Latif Kapadia Memorial Welfare Trust
- Abbreviation: LKMWT
- Named after: Latif Kapadia
- Formation: 2007; 19 years ago
- Founded at: Karachi, Sindh, Pakistan
- Type: nonprofit foundation
- Legal status: Active
- Location: Karachi;
- Region served: Sindh, Pakistan
- Chairman: Ahmed Kapadia
- Board of directors: Ahmed Kapadia, Sabir Sami
- Website: lkmwt.org

= Latif Kapadia Memorial Welfare Trust =

Pakistani nonprofit organization

The Latif Kapadia Memorial Welfare Trust (LKMWT) is a nonprofit organization based in Karachi, Pakistan. Established in 2007, the trust was founded in memory of Latif Kapadia, an actor, to provide affordable healthcare services to underserved communities.

==History==
The Latif Kapadia Memorial Welfare Trust was founded by the family of Latif Kapadia to honor his contributions to entertainment and social welfare. The trust focuses on improving healthcare accessibility by offering medical consultations, diagnostic services, and affordable medication for low-income individuals.

The current chairman of LKMWT is Ahmed Kapadia, who is also a trustee and the son of Latif Kapadia. Sabir Sami, a former CEO of KFC, serves as the vice chairman of the organization. The trust has collaborated with various organizations to expand its initiatives, including fundraising partnerships and digital payment integration to facilitate donations.

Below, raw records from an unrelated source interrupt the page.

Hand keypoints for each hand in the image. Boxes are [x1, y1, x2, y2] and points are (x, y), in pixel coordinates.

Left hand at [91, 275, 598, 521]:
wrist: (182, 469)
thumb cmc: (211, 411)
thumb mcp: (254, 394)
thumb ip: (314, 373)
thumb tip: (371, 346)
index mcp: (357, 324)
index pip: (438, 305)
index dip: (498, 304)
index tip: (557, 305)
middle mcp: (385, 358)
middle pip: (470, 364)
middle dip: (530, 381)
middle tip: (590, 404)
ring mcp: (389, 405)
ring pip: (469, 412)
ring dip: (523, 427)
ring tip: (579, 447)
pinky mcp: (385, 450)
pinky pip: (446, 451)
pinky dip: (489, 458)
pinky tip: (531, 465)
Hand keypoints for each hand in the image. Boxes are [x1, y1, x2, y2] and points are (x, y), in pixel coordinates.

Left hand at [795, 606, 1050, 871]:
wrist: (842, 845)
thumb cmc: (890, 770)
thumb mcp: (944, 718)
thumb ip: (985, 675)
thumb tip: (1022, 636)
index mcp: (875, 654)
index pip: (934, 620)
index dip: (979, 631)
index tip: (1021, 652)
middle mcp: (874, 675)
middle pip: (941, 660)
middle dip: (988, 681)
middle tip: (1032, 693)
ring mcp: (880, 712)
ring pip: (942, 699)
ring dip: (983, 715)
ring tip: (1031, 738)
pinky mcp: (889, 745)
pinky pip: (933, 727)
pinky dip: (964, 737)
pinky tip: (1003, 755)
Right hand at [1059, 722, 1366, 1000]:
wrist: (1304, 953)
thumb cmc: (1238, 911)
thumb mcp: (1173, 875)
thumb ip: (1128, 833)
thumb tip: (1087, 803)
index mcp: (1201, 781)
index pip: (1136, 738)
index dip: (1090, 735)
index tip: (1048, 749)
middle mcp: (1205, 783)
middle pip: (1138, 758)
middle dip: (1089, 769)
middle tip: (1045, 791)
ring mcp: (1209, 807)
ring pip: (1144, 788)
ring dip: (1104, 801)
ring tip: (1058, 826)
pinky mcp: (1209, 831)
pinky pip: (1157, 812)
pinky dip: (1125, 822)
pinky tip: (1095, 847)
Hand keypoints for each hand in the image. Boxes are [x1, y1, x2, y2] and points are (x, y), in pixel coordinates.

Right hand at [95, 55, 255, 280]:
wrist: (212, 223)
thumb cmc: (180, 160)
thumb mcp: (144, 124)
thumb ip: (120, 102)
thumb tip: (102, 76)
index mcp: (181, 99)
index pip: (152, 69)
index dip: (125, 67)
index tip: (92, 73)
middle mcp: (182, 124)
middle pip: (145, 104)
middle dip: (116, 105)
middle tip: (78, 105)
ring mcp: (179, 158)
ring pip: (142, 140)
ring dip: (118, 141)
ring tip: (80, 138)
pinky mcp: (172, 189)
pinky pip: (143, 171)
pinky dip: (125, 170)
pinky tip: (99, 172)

==Healthcare services and initiatives==
LKMWT operates Medi-Health Clinics in Karachi, providing primary healthcare services, including diagnostics and subsidized medications. The clinics aim to cater to a significant number of patients annually, offering treatment at minimal cost.

In collaboration with The Hunar Foundation (THF), the trust conducts community health programs to educate people about the health risks associated with chewing tobacco. These programs are part of its broader awareness campaigns targeting preventable diseases.

== Awards ==
In 2024, LKMWT received the Black Dragon Award for Best Small Budget Campaign at the Dragons of Pakistan Awards, recognizing its efforts in healthcare outreach and community engagement.